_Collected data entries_
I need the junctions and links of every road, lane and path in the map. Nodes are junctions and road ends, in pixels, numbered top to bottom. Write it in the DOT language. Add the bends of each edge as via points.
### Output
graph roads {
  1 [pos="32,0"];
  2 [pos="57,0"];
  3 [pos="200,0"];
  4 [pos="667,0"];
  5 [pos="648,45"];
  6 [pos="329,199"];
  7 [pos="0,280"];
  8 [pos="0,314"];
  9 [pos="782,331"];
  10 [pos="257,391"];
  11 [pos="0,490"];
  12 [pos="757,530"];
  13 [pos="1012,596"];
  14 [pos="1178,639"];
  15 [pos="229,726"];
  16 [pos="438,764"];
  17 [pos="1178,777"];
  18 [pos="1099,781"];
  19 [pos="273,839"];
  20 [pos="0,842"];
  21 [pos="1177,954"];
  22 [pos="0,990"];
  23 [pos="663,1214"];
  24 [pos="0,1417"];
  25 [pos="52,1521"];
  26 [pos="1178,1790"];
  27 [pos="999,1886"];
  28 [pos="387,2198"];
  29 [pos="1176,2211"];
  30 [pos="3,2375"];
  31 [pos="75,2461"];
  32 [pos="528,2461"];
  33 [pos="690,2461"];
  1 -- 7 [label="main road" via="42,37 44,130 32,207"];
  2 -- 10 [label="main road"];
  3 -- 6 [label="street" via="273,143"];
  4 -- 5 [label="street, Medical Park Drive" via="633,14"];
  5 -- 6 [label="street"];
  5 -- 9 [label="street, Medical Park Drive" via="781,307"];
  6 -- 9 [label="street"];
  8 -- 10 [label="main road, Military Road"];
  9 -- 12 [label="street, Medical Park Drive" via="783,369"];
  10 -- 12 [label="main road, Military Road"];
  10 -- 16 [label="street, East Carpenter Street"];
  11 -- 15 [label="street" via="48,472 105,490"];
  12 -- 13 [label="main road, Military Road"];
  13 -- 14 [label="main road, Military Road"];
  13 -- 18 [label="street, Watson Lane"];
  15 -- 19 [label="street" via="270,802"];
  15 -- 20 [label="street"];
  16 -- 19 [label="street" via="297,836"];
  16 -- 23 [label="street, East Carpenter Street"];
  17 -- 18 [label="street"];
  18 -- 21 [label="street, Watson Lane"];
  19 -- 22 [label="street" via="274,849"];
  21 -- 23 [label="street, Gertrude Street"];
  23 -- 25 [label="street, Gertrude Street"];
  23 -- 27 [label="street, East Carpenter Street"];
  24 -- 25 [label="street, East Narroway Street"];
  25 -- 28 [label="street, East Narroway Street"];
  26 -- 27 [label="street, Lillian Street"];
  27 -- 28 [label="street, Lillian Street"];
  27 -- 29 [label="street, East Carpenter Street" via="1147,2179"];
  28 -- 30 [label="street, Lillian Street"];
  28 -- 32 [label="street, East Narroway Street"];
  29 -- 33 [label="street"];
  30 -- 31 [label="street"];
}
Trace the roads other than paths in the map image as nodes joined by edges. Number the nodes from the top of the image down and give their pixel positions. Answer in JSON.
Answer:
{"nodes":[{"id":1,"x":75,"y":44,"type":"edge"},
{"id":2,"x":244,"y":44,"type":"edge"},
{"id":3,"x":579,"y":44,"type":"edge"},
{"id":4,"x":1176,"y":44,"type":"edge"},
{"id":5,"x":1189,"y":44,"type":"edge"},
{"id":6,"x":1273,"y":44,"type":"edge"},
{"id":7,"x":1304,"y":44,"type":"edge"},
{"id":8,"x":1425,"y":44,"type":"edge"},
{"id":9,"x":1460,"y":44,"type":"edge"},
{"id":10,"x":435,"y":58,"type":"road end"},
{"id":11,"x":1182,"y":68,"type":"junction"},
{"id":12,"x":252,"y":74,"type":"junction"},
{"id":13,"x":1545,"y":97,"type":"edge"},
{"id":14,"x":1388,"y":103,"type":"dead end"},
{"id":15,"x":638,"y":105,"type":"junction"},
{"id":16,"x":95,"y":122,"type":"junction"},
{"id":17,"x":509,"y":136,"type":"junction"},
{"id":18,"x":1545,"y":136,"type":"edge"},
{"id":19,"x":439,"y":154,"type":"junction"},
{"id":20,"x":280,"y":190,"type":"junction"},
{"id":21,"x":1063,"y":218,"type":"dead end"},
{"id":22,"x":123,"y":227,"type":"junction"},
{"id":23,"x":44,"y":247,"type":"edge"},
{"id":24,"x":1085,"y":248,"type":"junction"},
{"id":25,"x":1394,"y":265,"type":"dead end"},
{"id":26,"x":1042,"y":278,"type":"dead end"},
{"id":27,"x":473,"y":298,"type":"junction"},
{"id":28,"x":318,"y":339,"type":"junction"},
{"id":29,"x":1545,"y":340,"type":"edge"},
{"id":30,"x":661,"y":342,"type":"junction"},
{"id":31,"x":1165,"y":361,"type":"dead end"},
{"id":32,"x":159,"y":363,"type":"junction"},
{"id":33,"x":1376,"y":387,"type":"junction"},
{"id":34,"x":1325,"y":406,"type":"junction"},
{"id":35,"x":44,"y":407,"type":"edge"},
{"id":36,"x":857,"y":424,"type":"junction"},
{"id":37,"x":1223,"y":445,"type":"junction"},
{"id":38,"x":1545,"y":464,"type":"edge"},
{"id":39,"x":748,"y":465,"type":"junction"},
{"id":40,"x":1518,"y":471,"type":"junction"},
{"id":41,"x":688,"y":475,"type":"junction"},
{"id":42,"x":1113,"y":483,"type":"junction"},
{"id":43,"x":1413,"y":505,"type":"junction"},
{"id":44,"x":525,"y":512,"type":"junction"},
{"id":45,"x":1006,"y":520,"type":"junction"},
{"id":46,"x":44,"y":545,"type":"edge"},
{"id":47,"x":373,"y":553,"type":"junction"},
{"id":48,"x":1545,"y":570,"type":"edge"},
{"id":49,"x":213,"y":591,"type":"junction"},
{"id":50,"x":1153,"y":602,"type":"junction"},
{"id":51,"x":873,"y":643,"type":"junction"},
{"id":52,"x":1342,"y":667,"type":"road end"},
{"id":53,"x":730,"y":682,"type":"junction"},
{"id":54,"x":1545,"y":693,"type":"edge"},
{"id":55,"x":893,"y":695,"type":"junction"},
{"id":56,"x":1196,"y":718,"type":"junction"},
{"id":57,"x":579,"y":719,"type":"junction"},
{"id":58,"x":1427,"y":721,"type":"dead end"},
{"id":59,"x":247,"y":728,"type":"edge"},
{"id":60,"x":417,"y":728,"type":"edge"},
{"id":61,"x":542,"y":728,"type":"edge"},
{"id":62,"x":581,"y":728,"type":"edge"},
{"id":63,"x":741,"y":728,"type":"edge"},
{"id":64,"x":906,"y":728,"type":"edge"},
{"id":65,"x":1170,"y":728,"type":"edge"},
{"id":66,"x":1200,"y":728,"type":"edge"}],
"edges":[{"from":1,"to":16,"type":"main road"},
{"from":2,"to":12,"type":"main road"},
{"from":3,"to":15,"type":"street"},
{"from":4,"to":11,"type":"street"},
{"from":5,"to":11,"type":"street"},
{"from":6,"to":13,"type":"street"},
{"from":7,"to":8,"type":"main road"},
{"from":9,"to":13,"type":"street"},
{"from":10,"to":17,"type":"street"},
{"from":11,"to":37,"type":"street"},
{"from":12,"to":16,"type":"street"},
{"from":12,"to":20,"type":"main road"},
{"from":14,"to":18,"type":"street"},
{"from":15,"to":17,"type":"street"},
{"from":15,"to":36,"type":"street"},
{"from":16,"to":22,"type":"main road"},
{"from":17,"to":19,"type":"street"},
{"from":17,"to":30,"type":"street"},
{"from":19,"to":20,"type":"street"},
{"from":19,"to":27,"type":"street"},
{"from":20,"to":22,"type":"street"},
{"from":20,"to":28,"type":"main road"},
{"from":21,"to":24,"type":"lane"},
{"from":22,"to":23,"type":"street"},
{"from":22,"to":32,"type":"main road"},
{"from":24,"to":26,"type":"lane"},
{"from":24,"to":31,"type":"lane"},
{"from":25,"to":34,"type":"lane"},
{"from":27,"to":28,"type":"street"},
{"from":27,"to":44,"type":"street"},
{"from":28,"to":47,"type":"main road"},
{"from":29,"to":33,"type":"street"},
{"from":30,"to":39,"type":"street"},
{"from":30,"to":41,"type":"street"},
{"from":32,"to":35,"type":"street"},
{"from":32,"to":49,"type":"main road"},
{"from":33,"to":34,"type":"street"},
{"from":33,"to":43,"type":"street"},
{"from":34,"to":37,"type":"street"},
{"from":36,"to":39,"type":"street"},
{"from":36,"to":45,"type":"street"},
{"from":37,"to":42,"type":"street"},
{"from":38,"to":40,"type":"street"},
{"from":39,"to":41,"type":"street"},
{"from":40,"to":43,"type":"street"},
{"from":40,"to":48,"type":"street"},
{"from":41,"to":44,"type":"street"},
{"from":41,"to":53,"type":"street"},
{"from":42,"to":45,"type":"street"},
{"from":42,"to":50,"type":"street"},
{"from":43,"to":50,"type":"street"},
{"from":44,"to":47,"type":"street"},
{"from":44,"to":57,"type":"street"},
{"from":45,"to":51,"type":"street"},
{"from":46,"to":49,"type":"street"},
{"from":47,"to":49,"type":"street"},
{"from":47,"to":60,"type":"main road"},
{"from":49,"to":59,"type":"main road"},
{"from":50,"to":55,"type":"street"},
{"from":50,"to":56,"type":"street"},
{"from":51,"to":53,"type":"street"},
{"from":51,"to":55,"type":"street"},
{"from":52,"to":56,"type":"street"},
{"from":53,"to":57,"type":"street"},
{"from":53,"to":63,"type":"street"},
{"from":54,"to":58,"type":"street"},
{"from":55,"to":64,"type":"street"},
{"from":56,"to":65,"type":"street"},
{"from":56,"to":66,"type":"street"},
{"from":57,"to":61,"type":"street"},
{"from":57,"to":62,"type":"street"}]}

_Exercise requirements_
Count the lines of the data that hold the string "Answer", and give that number as the entire reply.

_Solution_
2